American textile designer

Amy Butler is a creative designer from the United States, specializing in fabric designs and patterns.

==Career==

Amy Butler is a former contributing editor for Country Living magazine, where she began publishing her designs. After moving back to her native Ohio with her husband, she established her freelance design company, Art of the Midwest, in 1992. Butler has diversified into several product ranges, including several books, stationery products, wallpaper, organic bedding and towels.

Butler recently decided to diversify the business further, and an electronic magazine launched in 2012, Blossom. Butler describes her "personal style" as "A fresh, modern take on vintage style".

Butler's work has been featured in editorial pieces for decorating and design magazines worldwide, including Better Homes and Gardens, Livingetc., Schönerwohnen, Marie Claire, Maison Coté Ouest, Burda Style, and many others. Butler is one of the top-selling quilting and home-sewing fabric designers, and is considered within the business to be a "celebrity fabric designer", similar to Kaffe Fassett, appearing often at large trade shows.

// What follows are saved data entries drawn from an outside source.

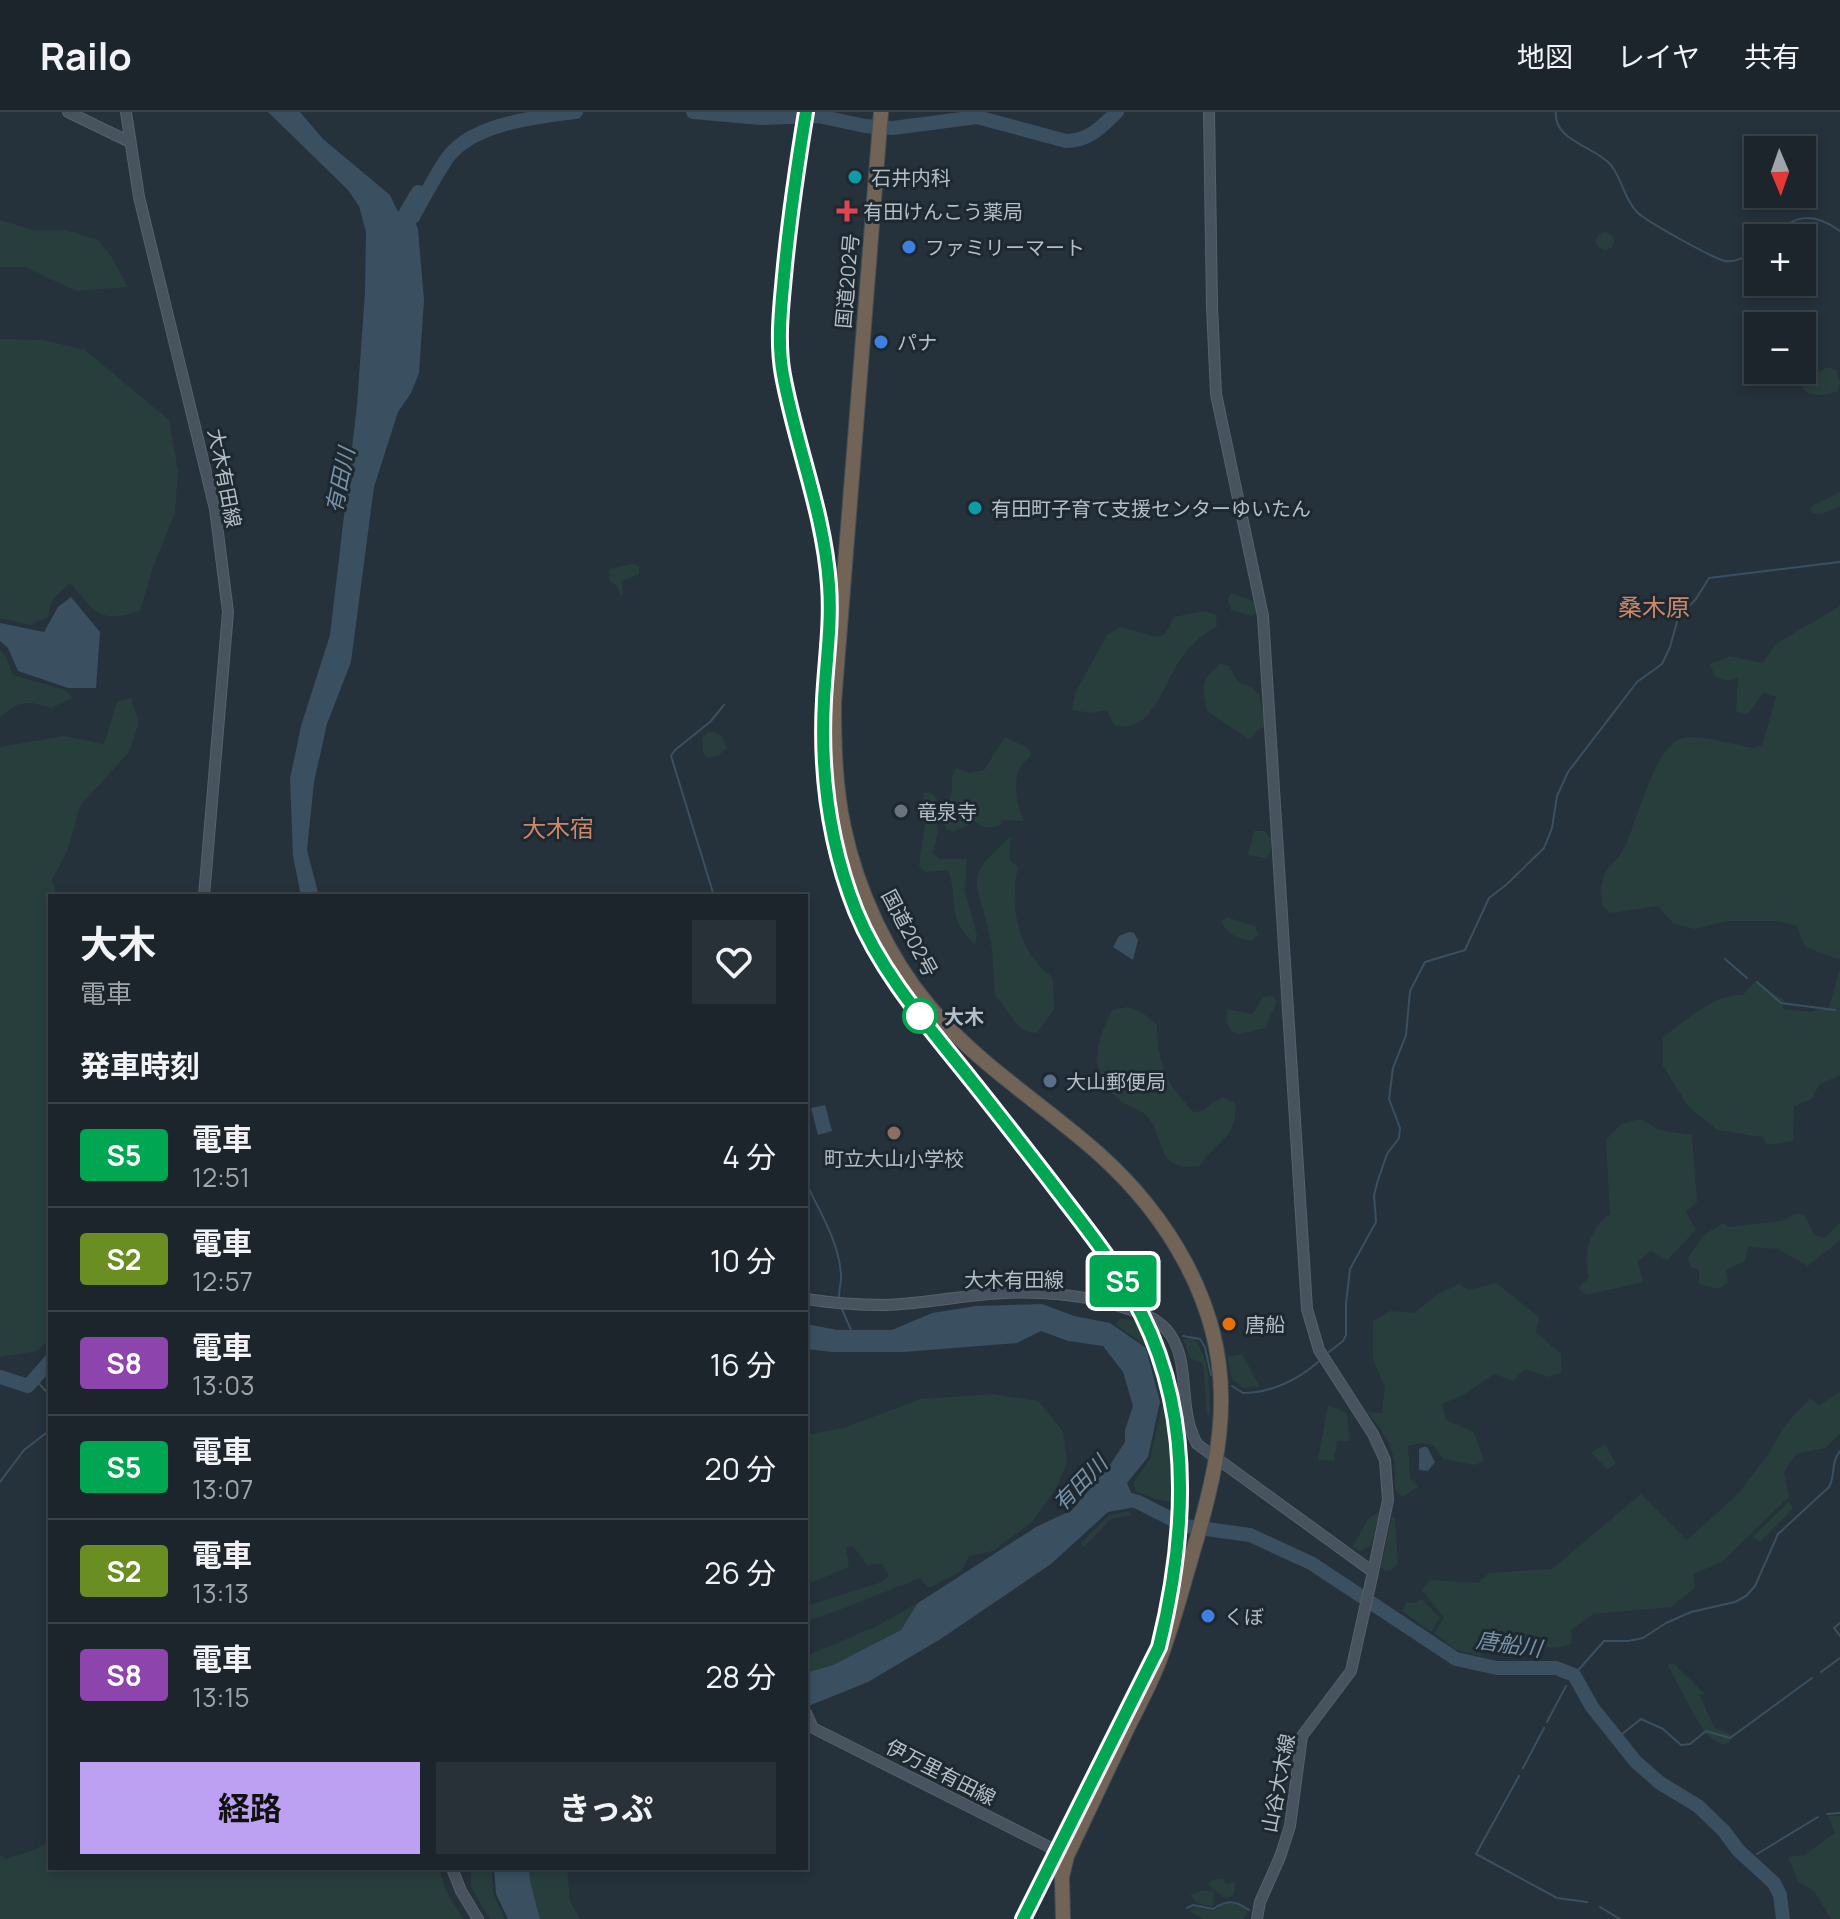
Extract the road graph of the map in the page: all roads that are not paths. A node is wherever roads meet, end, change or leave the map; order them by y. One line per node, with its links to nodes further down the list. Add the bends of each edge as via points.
1 (68, 112): 5 (main road)
2 (126, 112): 5 (main road)
3 (1209, 112): 9 (main road, 山谷大木線, via 1216,394 1263,616 1305,1297 1319,1350 1385,1460 1388,1500)
4 (881, 113): 8 (highway, 国道202号, via 834,703 844,828 880,929 926,1003 978,1056 1099,1154 1170,1236 1213,1335 1221,1392)
5 (130, 142): 6 (main road, 大木有田線, via 215,509 228,612)
6 (204, 894)
7 (808, 1299): 8 (main road, 大木有田線, via 886,1305 993,1293 1044,1294 1118,1305 1150,1316 1165,1327 1182,1361 1188,1429)
8 (1215, 1460): 9 (main road); 11 (highway, 国道202号, via 1182,1595 1159,1662)
9 (1373, 1572): 15 (main road, 山谷大木線, via 1351,1671 1302,1736 1290,1826)
10 (808, 1718): 11 (main road, 伊万里有田線, via 813,1728)
11 (1067, 1856): 14 (highway, 国道202号)
12 (453, 1870): 13 (main road)
13 (478, 1919)
14 (1063, 1919)
15 (1257, 1919)

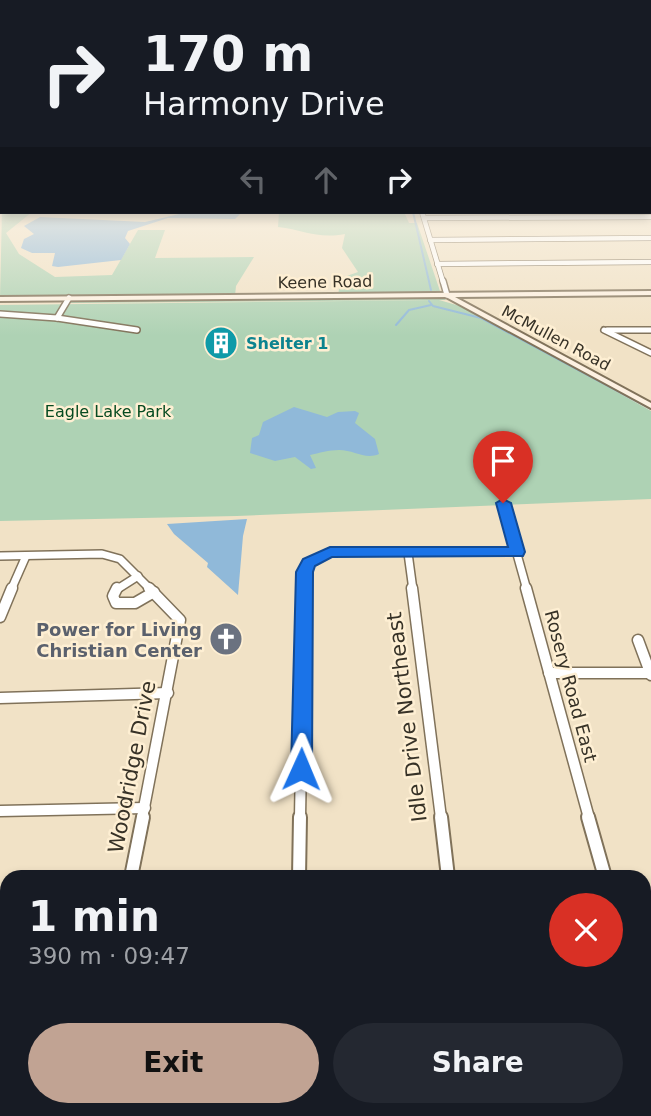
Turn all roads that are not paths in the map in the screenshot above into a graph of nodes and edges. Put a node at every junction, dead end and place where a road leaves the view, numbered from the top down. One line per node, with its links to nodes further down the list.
1 (428, 232): 3 (street)
2 (651, 238): 3 (street)
3 (430, 240): 5 (street)
4 (651, 262): 5 (street)
5 (437, 264): 7 (street)
6 (651, 293): 7 (main road, Keene Road)
7 (447, 295): 8 (main road, Keene Road); 15 (main road, McMullen Road)
8 (69, 298): 9 (main road, Keene Road); 11 (street)
9 (0, 299)
10 (0, 314): 11 (street)
11 (57, 318): 12 (street)
12 (137, 330)
13 (651, 330): 14 (street)
14 (651, 353)
15 (651, 405)
16 (503, 503): 17 (street, Rosery Road East)
17 (517, 552): 18 (street); 25 (street, Rosery Road East)
18 (408, 553): 32 (street); 33 (street, Idle Drive Northeast)
19 (0, 556): 20 (street, Woodridge Drive)
20 (26, 556): 21 (street, Woodridge Drive); 23 (street)
21 (138, 576): 22 (street, Woodridge Drive); 22 (street)
22 (154, 592): 27 (street, Woodridge Drive)
23 (0, 617)
24 (638, 639): 26 (street)
25 (549, 673): 26 (street); 34 (street, Rosery Road East)
26 (651, 674)
27 (168, 693): 28 (street); 29 (street, Woodridge Drive)
28 (0, 698)
29 (145, 808): 30 (street); 31 (street, Woodridge Drive)
30 (0, 811)
31 (132, 870)
32 (299, 870)
33 (447, 870)
34 (603, 870)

Butler has collaborated on a variety of projects with her husband, designer David Butler, including several books on topics such as traditional country cookery and philosophy. They also collaborate in the design of Blossom.

==Books by Amy Butler==
- Sewing
- Amy Butler's Style Stitches (photography by David Butler) (2010)
- Amy Butler's In Stitches (photography by Colin McGuire) (2006)
- Amy Butler's Midwest Modern (photography by David Butler) (2007)
- Amy Butler's Little Stitches for Little Ones (photography by Colin McGuire) (2008)
- Sew-It Kit (Photography by Colin McGuire) (2007)

- Other
- Found Style (co-written with David Butler) (2003)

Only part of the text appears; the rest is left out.